» **Task to complete**
Go through the data and say how many lines include the string "lane"; return only the figure.

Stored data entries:
- - - - - - -

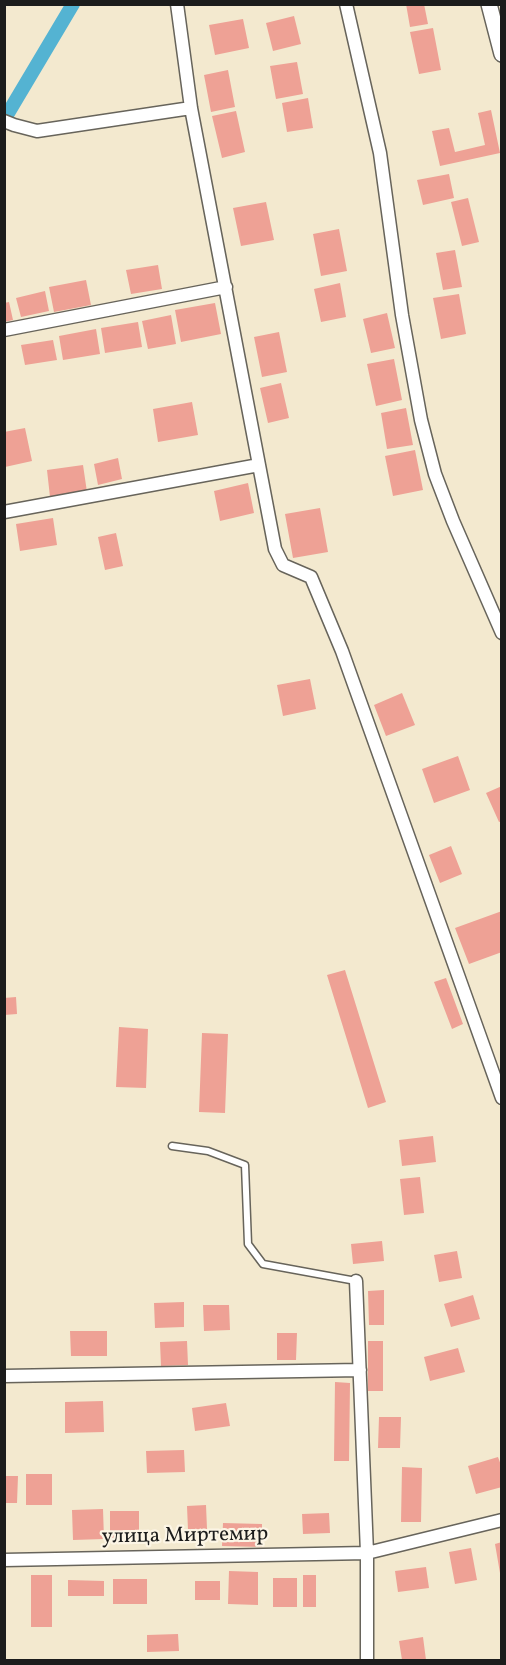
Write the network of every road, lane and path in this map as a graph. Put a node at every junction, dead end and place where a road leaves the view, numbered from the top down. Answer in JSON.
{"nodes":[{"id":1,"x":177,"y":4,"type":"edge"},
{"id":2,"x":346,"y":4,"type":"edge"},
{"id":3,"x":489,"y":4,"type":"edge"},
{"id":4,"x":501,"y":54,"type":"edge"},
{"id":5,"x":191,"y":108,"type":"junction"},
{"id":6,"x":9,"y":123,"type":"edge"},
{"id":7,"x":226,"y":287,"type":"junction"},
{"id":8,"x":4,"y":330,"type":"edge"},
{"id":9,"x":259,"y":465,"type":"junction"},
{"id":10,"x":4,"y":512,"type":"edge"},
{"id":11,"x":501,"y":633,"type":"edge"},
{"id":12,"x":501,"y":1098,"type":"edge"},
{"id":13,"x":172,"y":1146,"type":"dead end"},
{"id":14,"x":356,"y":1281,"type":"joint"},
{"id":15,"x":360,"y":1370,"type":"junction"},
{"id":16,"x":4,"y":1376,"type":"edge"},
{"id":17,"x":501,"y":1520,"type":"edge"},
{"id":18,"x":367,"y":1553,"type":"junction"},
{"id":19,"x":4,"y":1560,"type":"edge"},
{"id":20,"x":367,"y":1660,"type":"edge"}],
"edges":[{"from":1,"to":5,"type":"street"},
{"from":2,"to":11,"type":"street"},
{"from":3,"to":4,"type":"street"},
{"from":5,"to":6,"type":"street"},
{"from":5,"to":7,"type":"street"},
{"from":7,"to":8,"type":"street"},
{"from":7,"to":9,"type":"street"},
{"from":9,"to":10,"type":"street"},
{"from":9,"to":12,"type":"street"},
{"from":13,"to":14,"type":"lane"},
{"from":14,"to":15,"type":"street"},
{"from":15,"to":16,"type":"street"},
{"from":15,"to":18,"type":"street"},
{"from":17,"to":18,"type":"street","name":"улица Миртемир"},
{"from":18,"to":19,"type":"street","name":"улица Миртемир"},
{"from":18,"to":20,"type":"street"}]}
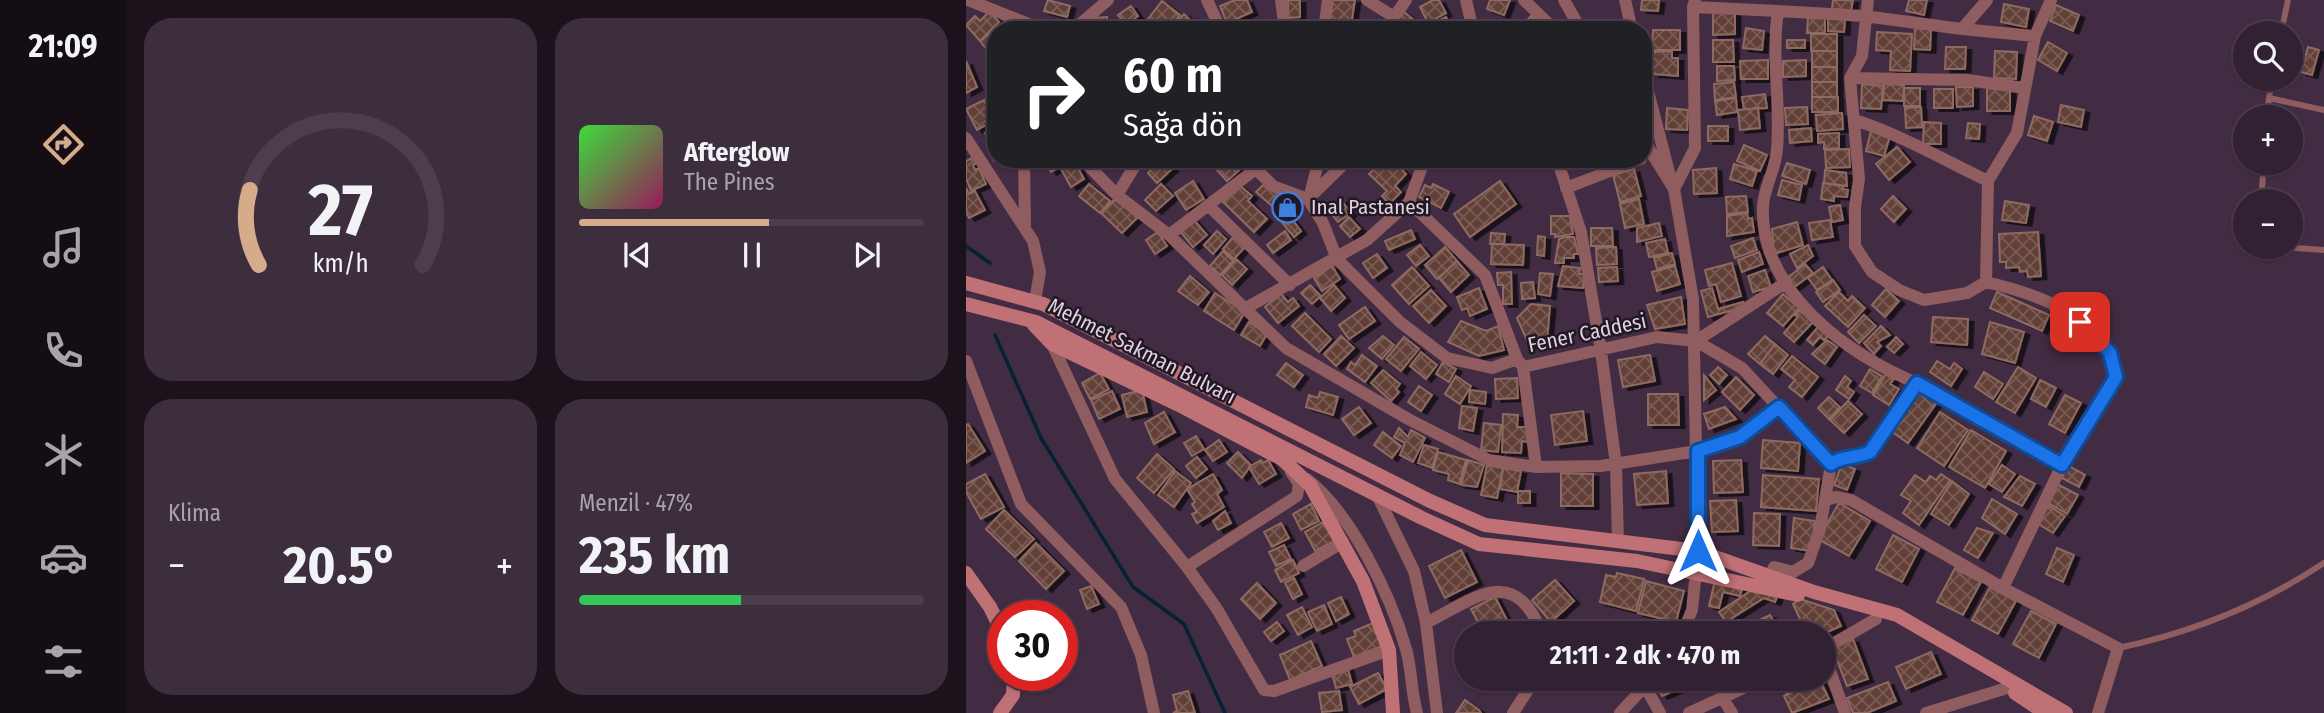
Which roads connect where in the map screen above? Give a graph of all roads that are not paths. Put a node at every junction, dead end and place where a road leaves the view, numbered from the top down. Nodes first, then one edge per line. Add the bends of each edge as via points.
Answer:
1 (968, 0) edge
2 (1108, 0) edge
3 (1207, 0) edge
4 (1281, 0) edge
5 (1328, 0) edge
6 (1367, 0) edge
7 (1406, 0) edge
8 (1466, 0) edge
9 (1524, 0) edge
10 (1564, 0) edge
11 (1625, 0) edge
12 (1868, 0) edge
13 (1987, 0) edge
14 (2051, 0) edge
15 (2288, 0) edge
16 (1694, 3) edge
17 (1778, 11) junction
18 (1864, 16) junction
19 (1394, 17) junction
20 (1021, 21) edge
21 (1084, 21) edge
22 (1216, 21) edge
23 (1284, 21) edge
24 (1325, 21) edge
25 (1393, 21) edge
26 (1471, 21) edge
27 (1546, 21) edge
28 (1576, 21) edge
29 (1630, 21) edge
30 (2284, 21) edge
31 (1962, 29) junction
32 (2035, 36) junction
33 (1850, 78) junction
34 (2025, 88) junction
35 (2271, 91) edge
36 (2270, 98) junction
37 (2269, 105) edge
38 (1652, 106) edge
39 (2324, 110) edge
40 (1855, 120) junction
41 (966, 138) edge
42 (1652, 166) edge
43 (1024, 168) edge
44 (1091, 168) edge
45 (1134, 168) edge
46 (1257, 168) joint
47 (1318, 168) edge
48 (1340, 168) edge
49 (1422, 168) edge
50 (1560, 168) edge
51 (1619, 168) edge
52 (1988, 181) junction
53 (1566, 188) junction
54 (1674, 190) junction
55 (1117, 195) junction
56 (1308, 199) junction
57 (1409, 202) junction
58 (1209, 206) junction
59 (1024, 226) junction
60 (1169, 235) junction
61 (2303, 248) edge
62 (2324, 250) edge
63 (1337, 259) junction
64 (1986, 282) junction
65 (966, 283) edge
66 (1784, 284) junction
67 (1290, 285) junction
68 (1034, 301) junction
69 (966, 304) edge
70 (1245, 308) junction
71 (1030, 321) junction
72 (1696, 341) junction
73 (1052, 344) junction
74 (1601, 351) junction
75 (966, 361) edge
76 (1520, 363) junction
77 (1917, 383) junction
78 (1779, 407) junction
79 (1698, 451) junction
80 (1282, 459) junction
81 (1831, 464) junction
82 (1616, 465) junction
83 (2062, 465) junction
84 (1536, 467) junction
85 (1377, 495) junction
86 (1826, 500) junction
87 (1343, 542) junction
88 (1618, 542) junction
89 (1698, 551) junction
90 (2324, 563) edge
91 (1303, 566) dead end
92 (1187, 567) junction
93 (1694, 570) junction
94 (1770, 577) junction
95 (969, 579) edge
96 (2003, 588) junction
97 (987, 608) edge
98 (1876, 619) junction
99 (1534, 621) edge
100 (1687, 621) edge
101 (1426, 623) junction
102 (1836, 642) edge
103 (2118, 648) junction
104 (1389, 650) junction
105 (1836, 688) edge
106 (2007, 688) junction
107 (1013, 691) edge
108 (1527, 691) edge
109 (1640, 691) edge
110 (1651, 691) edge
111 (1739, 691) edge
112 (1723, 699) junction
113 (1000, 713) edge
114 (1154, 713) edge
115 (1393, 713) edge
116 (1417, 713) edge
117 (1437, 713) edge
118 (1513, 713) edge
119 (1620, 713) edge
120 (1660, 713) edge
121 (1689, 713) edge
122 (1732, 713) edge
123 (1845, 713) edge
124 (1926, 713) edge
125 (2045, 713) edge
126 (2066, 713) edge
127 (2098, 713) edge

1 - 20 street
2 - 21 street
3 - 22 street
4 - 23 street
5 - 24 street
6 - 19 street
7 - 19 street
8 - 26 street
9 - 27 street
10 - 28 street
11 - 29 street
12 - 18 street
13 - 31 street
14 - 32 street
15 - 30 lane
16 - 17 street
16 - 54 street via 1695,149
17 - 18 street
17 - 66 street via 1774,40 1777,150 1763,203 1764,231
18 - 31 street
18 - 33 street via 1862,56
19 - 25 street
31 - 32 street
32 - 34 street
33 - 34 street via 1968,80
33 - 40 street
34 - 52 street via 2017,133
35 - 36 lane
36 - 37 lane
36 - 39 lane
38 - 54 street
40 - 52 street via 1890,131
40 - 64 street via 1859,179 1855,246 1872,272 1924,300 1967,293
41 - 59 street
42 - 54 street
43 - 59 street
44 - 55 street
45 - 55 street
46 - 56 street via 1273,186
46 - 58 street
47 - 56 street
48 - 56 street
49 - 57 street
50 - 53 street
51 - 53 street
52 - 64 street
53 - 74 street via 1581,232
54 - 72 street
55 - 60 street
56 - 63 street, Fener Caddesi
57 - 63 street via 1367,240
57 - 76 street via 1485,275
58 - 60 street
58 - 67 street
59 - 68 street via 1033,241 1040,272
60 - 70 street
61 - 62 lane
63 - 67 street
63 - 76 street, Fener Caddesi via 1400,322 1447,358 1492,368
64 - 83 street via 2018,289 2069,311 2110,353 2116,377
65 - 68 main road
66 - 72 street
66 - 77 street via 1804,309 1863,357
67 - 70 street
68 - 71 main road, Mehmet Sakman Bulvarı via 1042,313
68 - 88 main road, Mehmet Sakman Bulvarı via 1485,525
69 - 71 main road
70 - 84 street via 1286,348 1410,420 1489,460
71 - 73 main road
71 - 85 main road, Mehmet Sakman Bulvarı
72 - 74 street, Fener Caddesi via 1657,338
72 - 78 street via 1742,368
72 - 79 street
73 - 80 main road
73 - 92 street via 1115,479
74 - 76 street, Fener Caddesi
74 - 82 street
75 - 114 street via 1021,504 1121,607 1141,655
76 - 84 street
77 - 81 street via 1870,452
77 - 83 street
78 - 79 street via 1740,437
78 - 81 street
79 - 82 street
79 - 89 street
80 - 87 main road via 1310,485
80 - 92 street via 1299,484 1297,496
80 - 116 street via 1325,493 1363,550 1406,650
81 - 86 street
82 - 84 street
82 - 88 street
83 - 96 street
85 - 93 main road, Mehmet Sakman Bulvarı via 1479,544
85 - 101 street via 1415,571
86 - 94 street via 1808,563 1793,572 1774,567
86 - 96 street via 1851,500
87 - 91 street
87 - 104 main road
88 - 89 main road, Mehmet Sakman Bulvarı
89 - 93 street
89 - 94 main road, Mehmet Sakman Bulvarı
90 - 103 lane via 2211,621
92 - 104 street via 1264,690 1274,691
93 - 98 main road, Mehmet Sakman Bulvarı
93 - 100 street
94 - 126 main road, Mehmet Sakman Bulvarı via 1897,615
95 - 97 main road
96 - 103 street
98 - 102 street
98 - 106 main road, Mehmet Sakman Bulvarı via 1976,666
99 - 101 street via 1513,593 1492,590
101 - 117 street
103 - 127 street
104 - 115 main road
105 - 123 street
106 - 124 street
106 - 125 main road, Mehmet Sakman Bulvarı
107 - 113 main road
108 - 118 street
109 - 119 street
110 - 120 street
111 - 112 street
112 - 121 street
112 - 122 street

- - - - - - -

» **Exercise output**
8